Трижды она справлялась у Джорджа, не встречались ли они раньше, и перечислила возможные места их встреч, пока Джордж не вернул ее к теме их разговора. Ему так хотелось, чтобы она наконец присела куда-нибудь, а не моталась перед ним по комнате, щедро демонстрируя через разрез юбки рыхлое бедро. «Очевидно, ей так удобнее, — решил Джордж, — можно быстрее добраться до буфета или взять на абордаж менее стойкого гостя». Если после открытия фирмы «Ламлиз саншайн гарденс» ему будут часто попадаться такие клиентки, вряд ли он долго протянет в подобном режиме. Быть может, придется придумать что-то другое.

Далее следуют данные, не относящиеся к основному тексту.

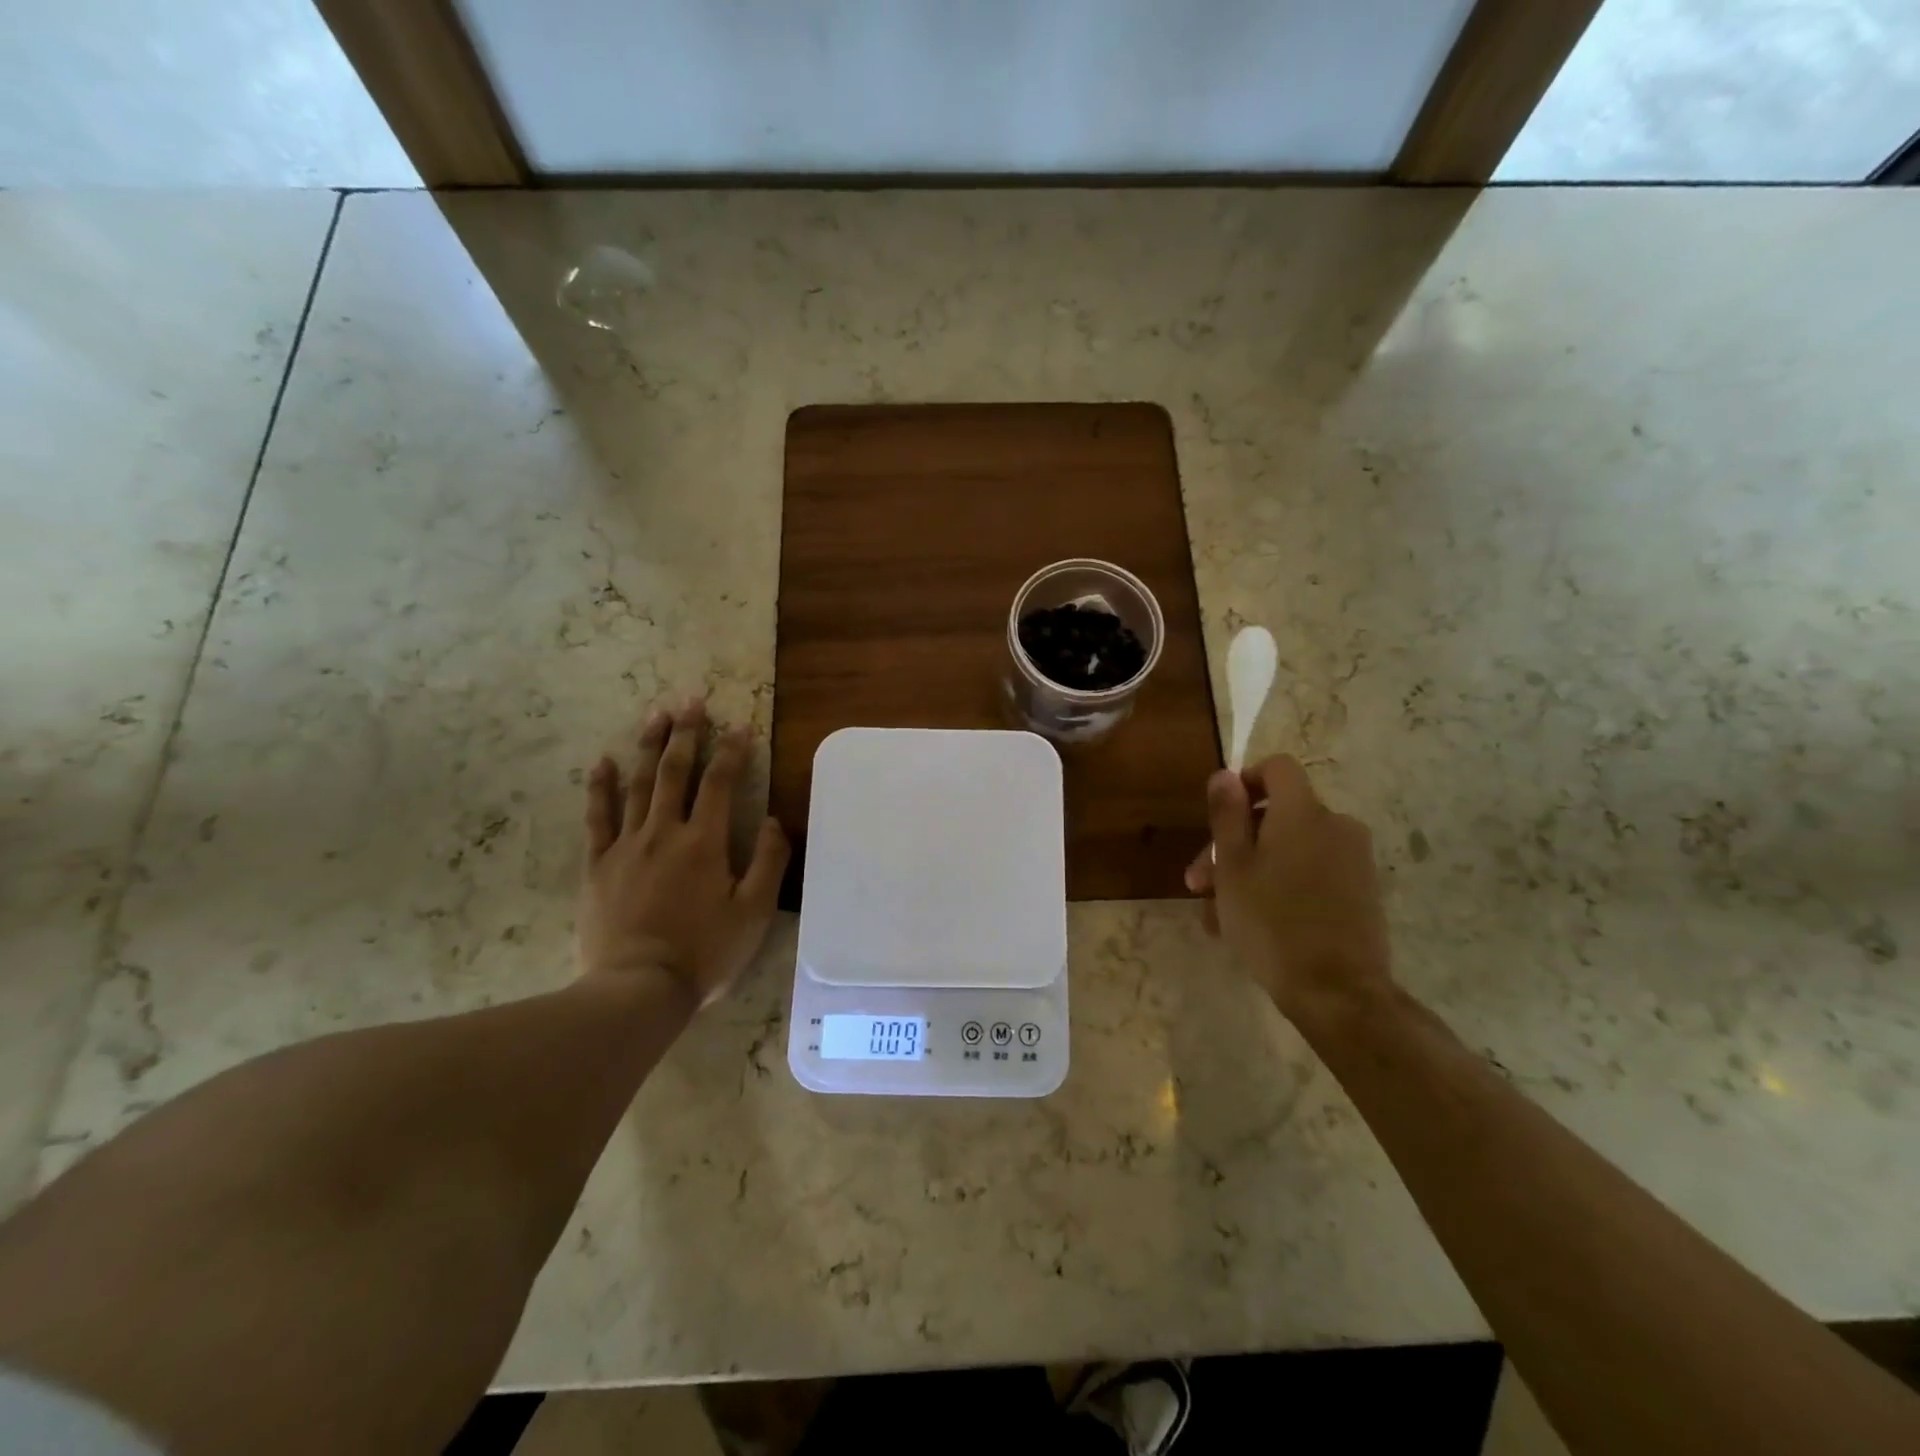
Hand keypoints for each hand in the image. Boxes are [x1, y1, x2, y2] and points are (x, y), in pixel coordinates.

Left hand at [578, 698, 789, 1005]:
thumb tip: (773, 820)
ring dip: (649, 747)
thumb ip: (768, 861)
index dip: (733, 751)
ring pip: (639, 784)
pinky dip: (601, 787)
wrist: (638, 988)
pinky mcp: (598, 865)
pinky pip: (598, 817)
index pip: (721, 783)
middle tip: (691, 700)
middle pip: (676, 772)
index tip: (741, 725)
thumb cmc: (705, 952)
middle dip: (686, 733)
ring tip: (656, 714)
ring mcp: (626, 846)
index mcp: (705, 842)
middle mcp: (665, 832)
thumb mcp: (754, 912)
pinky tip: (604, 761)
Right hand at [1185, 756, 1392, 1021]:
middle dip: (1233, 844)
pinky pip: (1312, 874)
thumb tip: (1225, 774)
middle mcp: (1335, 825)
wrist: (1337, 991)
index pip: (1277, 768)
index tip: (1220, 816)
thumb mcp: (1232, 867)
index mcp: (1303, 812)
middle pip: (1277, 816)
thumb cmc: (1271, 922)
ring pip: (1289, 851)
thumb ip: (1227, 815)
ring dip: (1251, 872)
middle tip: (1198, 884)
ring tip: (1217, 916)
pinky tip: (1251, 925)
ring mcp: (1354, 860)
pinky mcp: (1362, 892)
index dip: (1245, 782)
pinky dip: (1281, 887)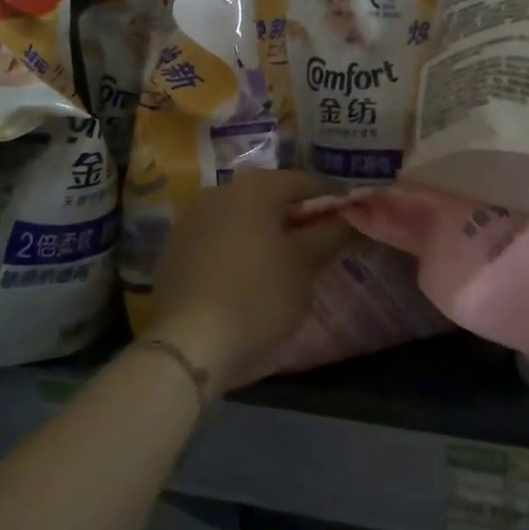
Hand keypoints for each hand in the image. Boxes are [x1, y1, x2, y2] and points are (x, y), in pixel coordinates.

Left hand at [147, 169, 352, 393]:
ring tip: (282, 269)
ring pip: (243, 219)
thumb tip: (355, 214)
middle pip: (272, 198)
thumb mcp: (306, 265)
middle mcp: (221, 189)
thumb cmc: (257, 297)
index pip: (308, 183)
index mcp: (256, 186)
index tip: (348, 228)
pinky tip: (244, 282)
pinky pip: (217, 239)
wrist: (186, 345)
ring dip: (265, 235)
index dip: (333, 204)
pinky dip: (236, 251)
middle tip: (318, 252)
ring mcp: (192, 218)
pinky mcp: (173, 248)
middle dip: (297, 220)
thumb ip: (333, 233)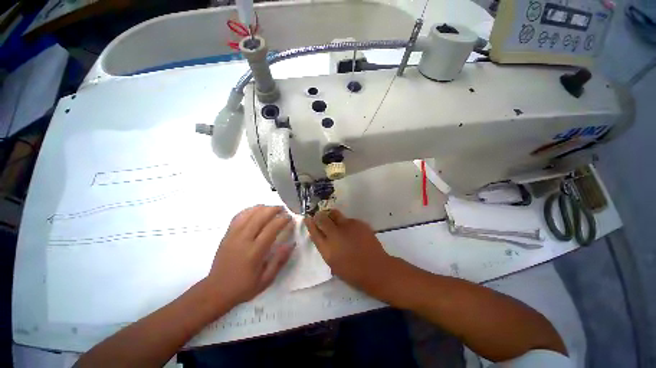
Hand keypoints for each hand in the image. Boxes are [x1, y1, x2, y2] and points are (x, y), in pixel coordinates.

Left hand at [206, 205, 293, 306]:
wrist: (216, 291)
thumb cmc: (243, 287)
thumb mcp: (266, 279)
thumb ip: (279, 260)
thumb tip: (291, 243)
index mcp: (254, 252)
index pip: (271, 228)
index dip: (282, 220)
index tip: (290, 218)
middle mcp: (243, 239)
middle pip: (260, 216)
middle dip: (274, 209)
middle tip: (283, 210)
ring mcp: (233, 235)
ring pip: (249, 213)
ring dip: (262, 207)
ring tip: (272, 208)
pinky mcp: (227, 234)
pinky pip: (238, 216)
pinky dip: (249, 210)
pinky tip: (255, 210)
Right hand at [305, 210, 393, 290]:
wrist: (376, 268)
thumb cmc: (352, 271)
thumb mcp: (333, 263)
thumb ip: (325, 247)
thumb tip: (321, 235)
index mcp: (327, 247)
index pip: (314, 230)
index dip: (310, 223)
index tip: (308, 218)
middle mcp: (336, 233)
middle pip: (323, 217)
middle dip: (320, 215)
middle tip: (322, 217)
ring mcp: (348, 226)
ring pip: (336, 214)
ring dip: (333, 217)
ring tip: (338, 225)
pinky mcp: (359, 222)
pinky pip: (349, 219)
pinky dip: (347, 224)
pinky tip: (352, 232)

Вообще-то, сказала она Джорджу по секрету, Эдвард Шубридж ей не очень нравился. (Как видно, решил Джордж, она так и не смогла затащить его в постель.) Забавный парень, чересчур скрытный, но в уме ему не откажешь. Заработал кучу денег, вполне достаточно, чтобы не чувствовать себя стесненным в средствах. Слишком холодный, никогда слова приятного от него не услышишь. Иногда при разговоре с ним казалось, что он от вас очень далеко, в каком-то своем загадочном мире. Холодный, как лягушка, необщительный… Не удивительно, что личная жизнь у него не сложилась. Энди говорил, что женился он на особе из гостиничной обслуги, вроде на секретарше. После рождения ребенка — мальчика или девочки, она не помнила точно, — его супруга стала изменять ему напропалую, но ей же и стало хуже: он ушел и забрал ребенка. По словам Энди, она погибла в автомобильной катастрофе, когда ребенку минуло три года. Да, откровенно говоря, он был совсем не в ее вкусе. Правда, и виделись они не часто. После покупки этого дома Шубридж с Энди почти всегда встречались в городе, а потом Эдвард просто исчез. Энди — какая, право, жалость, что его сейчас нет дома, — души не чаял в Шубридже еще со школьных лет. Он боготворил его, да, именно так, боготворил.

Она подошла к буфету, и хотя ее стакан был наполовину наполнен, налила джину до краев, затем достала из шкафа большой обтрепанный альбом и села на диван.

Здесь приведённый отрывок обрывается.